SAP NetWeaver Visual Composer, unauthenticated arbitrary file upload
The SAP NetWeaver Visual Composer Metadata Uploader is not protected with proper authorization, allowing an unauthenticated agent to upload potentially malicious executable binaries that could severely harm the host system. The vulnerability is an unrestricted upload of a file with a dangerous type. Successful exploitation enables an attacker to compromise the confidentiality, integrity, and availability of the affected system.
Overview
CVE-2025-31324 is a critical vulnerability in the SAP NetWeaver Visual Composer Metadata Uploader, a component of the widely deployed SAP NetWeaver application server. Because the Metadata Uploader endpoint lacks proper authorization, an unauthenticated attacker can upload arbitrary, potentially malicious executable files to the host, leading to full system compromise. SAP released an emergency fix (Security Note 3594142) on April 24, 2025, the NVD publication date, and the flaw was exploited as a zero-day. CISA added it to the Known Exploited Vulnerabilities catalog on April 29, 2025. The NVD primary (NIST) assessment is CVSS 9.8, while SAP, as the CNA, rated it CVSS 10.0.
Technical Details
The vulnerability is classified as CWE-434 (unrestricted upload of file with dangerous type). The Visual Composer Metadata Uploader exposes an endpoint (commonly observed as /developmentserver/metadatauploader) that fails to enforce authorization, permitting unauthenticated requests to write attacker-supplied files, including web shells (for example JSP payloads), into a web-accessible directory. The uploaded file can then be executed by requesting it, yielding remote code execution. The CVSS vector is CVSS:3.1/AV:N/AC:L/PR:N/UI:N/S:U/C:H/I:H/A:H.
Impact
- Unauthenticated upload and execution of web shells on the SAP NetWeaver host.
- Full compromise of confidentiality, integrity, and availability of the SAP system.

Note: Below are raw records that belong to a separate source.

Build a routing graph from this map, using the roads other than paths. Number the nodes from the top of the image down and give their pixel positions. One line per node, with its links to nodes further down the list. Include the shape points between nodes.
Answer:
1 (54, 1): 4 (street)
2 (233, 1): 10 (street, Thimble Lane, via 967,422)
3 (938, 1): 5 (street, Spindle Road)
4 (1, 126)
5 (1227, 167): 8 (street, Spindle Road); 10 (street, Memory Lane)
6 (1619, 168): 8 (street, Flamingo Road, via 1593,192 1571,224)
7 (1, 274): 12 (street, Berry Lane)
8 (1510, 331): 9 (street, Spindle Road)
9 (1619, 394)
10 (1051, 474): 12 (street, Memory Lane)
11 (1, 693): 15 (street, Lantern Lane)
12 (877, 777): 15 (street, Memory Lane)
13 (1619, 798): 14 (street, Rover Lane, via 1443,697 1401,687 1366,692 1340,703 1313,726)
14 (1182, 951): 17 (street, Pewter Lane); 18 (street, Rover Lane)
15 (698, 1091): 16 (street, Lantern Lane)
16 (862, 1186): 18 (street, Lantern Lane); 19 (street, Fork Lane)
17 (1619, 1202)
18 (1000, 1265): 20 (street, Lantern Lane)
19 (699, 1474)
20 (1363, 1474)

- Access to sensitive business data and SAP application logic.
- Lateral movement into connected SAP landscapes and the wider enterprise network.
Mitigation
- Apply SAP Security Note 3594142 to remediate CVE-2025-31324.

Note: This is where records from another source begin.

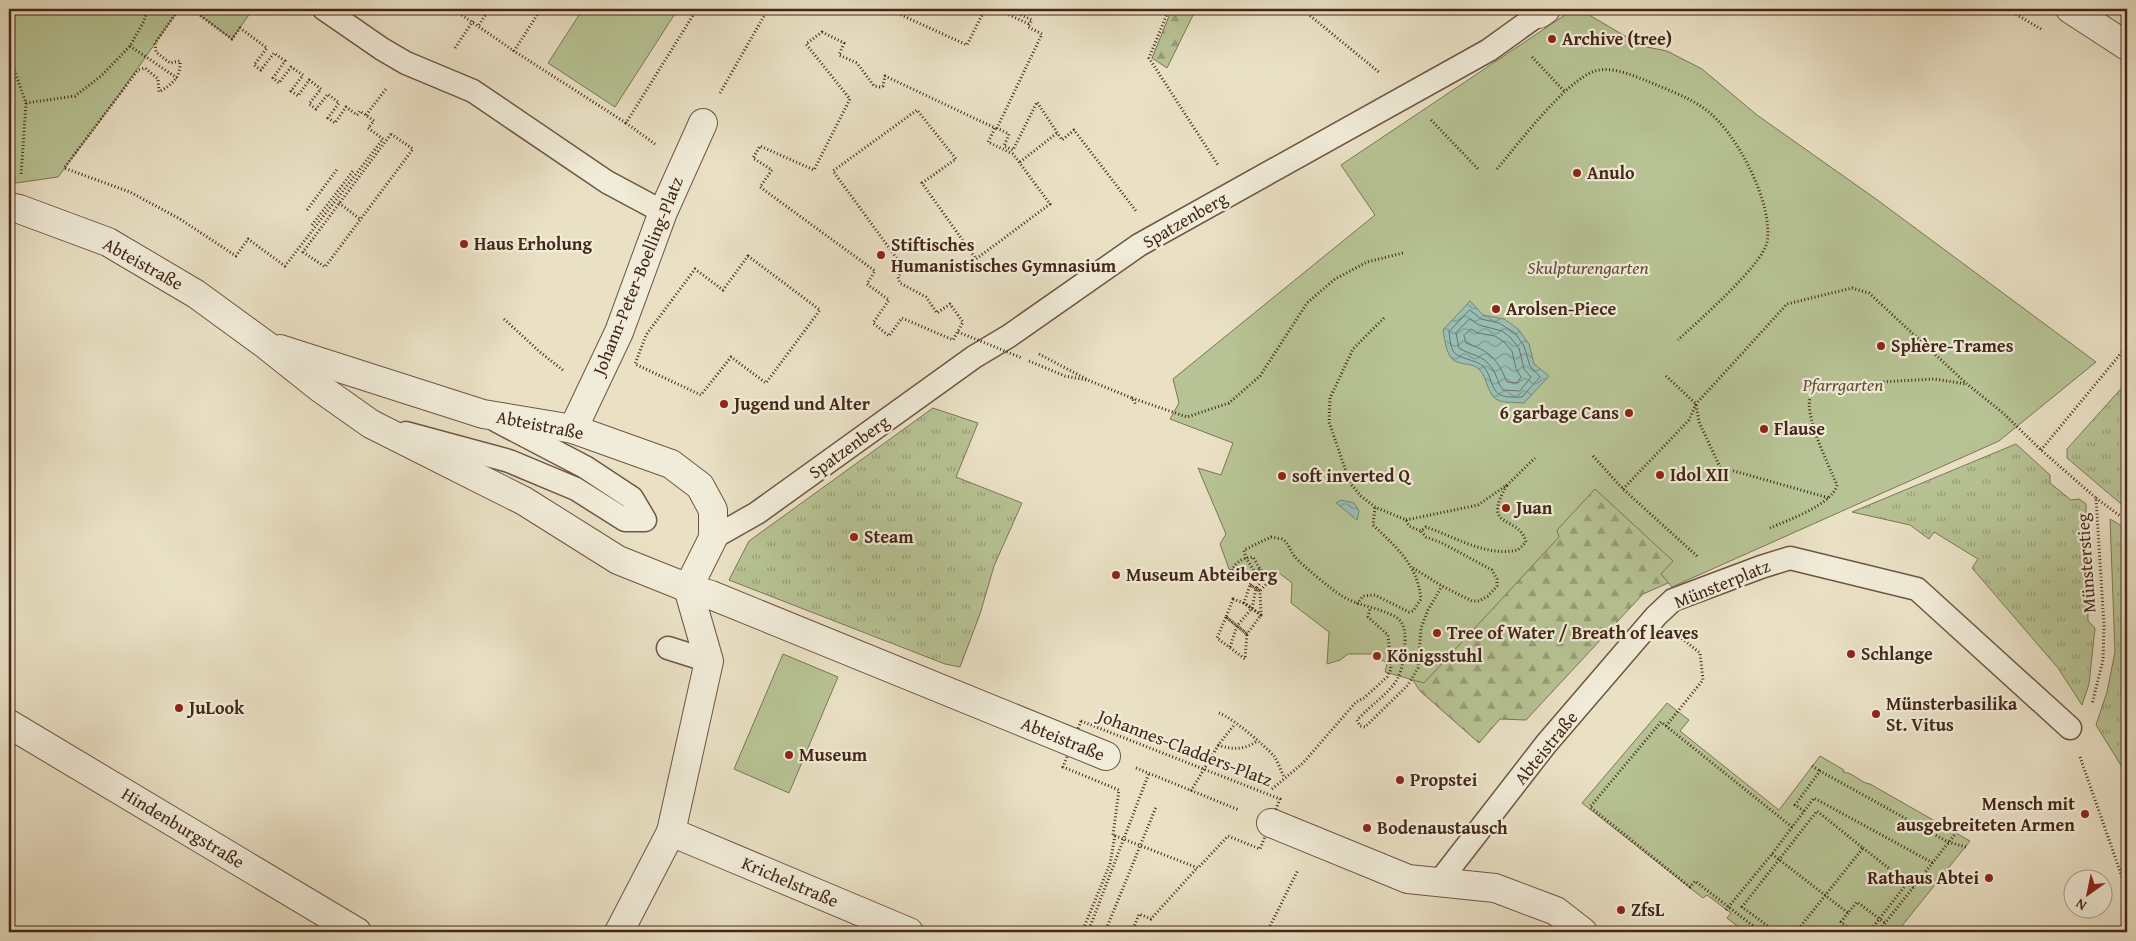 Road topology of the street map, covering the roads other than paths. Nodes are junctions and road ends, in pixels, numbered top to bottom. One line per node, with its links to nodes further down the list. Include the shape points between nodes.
1 (324, 9): 7 (lane, via 406,63 472,92 607,182)
2 (2070, 9): 4 (street)
3 (1542, 11): 12 (lane, Spatzenberg, via 1489,50 1139,245 974,357 757,513)
4 (2127, 46)
5 (702, 123): 7 (street, Johann-Peter-Boelling-Platz)
6 (14, 208): 8 (street, Abteistraße, via 108,242 196,294)
7 (663, 212): 11 (street, Johann-Peter-Boelling-Platz, via 619,332)
8 (266, 345): 9 (street, Abteistraße); 10 (street, Abteistraße)
9 (483, 414): 10 (lane, via 585,467 632,498 645,520 625,520 576,489 509,461); 11 (street, Abteistraße)
10 (372, 424): 13 (street, Abteistraße, via 524,501 618,560)
11 (573, 429): 12 (street, Abteistraße, via 671,464 700,486 713,510)
12 (713, 538): 13 (street, Abteistraße)
13 (688, 588): 16 (street); 19 (street, Abteistraße)
14 (1656, 616): 18 (lane, Münsterplatz, via 1673,600 1790,558 1917,589); 22 (lane, Abteistraße, via 1546,744)
15 (668, 648): 16 (lane)
16 (709, 661): 21 (street)
17 (9, 724): 23 (street, Hindenburgstraße)
18 (2070, 728)
19 (1106, 756)
20 (1265, 815): 22 (street, via 1408,879)
21 (671, 832): 24 (street); 25 (street, Krichelstraße)
22 (1439, 882): 26 (street, via 1495,888 1556,911)
23 (357, 932)
24 (619, 932)
25 (909, 932)
26 (1583, 932)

- Apply the related follow-up SAP Security Note 3604119 (addressing CVE-2025-42999) to fully harden Visual Composer.
- If patching must be deferred, restrict or disable access to the Visual Composer Metadata Uploader endpoint (/developmentserver/metadatauploader) and the Visual Composer component if it is not required.
- After patching, assume potential prior compromise and conduct incident response, including searching for and removing planted web shells.
Detection
Inspect SAP web server and ICM access logs for POST requests to /developmentserver/metadatauploader, especially from untrusted sources, and search the servlet/web directories for unexpected JSP or executable files. Hunt for known web shell filenames reported by responders and for anomalous child processes spawned by the SAP work processes. Monitor for unexpected outbound connections from the SAP host. CISA added CVE-2025-31324 to the Known Exploited Vulnerabilities catalog on April 29, 2025, with a remediation due date of May 20, 2025.